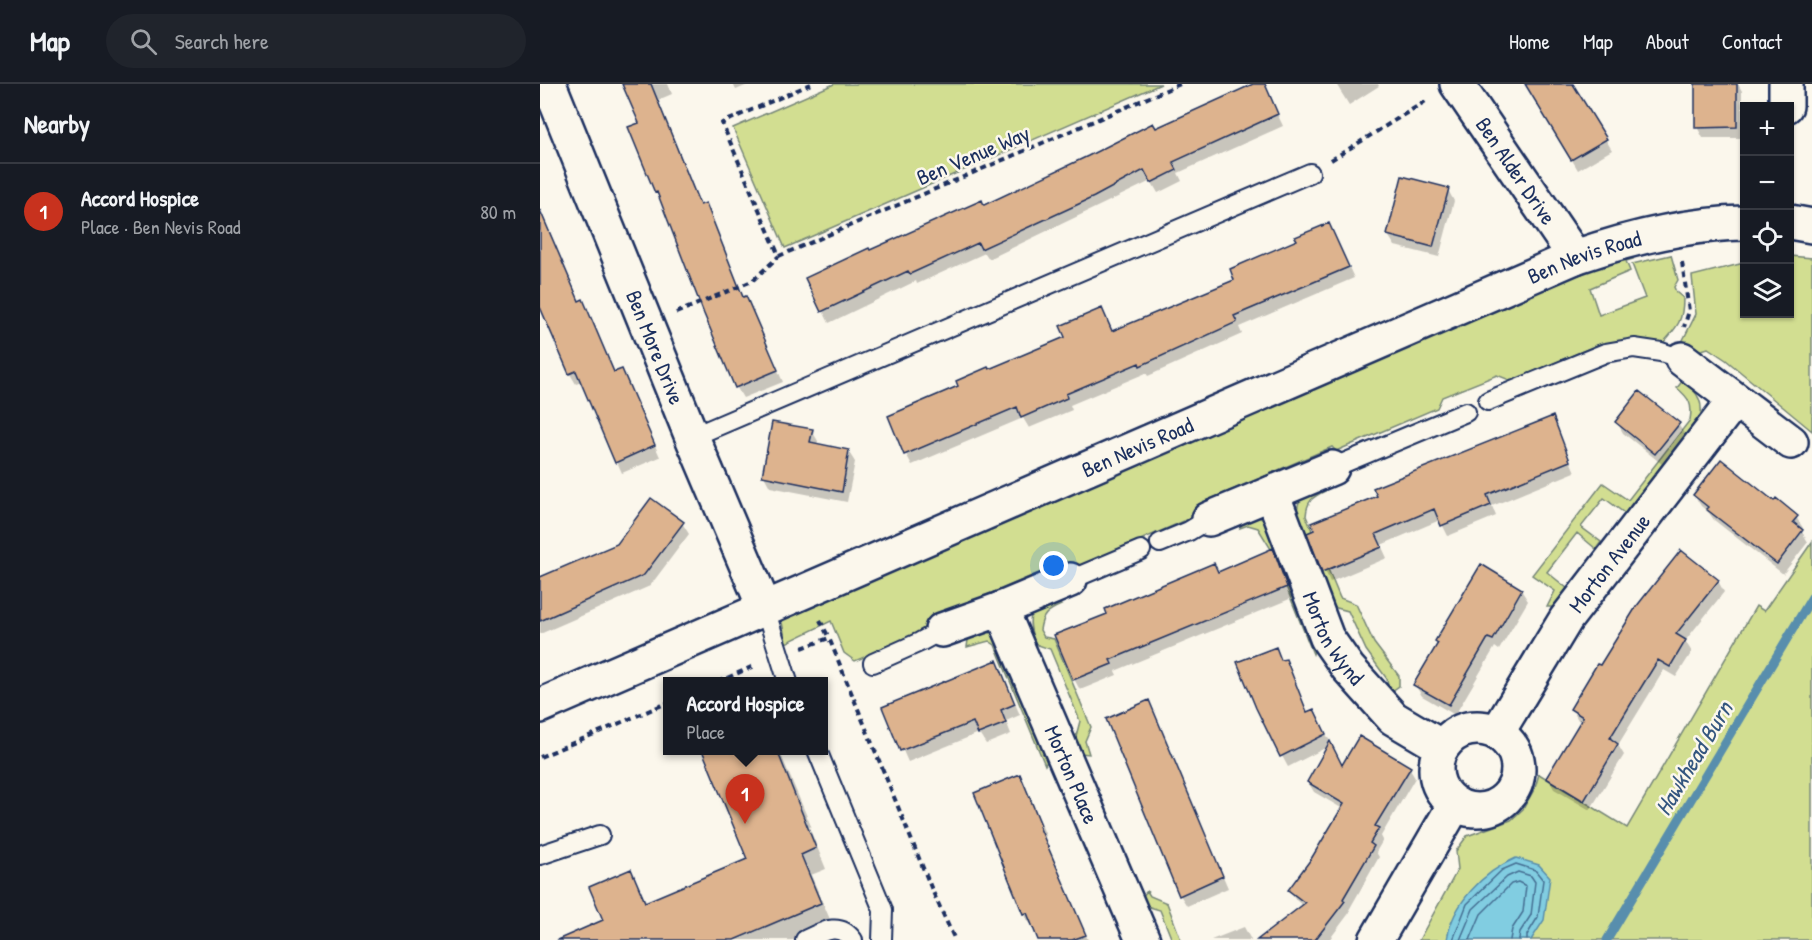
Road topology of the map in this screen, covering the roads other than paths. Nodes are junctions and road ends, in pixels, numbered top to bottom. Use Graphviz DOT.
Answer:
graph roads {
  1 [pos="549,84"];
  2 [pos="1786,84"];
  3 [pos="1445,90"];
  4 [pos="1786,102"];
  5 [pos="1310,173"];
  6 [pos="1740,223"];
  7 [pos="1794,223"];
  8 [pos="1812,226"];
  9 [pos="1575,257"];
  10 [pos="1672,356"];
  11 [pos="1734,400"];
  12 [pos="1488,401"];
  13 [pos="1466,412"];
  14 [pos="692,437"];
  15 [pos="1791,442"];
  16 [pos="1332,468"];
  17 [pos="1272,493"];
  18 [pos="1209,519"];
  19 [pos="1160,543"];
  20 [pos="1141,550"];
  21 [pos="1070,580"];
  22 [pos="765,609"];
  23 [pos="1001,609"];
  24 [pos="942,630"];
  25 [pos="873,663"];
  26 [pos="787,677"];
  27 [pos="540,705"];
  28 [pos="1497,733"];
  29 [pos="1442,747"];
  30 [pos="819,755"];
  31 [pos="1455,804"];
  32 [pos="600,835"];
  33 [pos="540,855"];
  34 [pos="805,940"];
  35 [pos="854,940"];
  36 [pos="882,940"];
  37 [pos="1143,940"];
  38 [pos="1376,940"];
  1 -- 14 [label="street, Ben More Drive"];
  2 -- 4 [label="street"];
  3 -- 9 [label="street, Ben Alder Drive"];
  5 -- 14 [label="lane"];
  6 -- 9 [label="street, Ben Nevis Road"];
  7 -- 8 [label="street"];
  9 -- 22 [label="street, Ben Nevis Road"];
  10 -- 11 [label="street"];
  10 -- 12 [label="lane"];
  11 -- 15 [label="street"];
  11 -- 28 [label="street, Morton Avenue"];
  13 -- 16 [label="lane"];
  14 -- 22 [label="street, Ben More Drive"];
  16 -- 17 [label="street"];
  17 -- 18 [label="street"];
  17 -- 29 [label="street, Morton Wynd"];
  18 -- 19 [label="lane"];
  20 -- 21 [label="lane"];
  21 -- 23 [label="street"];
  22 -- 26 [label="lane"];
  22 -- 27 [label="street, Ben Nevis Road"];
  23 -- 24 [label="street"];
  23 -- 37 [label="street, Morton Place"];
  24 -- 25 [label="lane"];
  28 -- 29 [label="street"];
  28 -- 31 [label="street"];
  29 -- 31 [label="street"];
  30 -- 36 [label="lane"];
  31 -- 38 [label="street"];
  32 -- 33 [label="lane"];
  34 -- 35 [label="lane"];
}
───
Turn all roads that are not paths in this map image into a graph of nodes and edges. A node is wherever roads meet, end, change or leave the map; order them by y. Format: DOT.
───
> **PROBLEM TO WORK ON**
Looking at the listing above, which lines hold "paths"? Copy every such line.

> **EXERCISE OUTPUT**
Road topology of the map in this screen, covering the roads other than paths. Nodes are junctions and road ends, in pixels, numbered top to bottom. Use Graphviz DOT.
Turn all roads that are not paths in this map image into a graph of nodes and edges. A node is wherever roads meet, end, change or leave the map; order them by y. Format: DOT.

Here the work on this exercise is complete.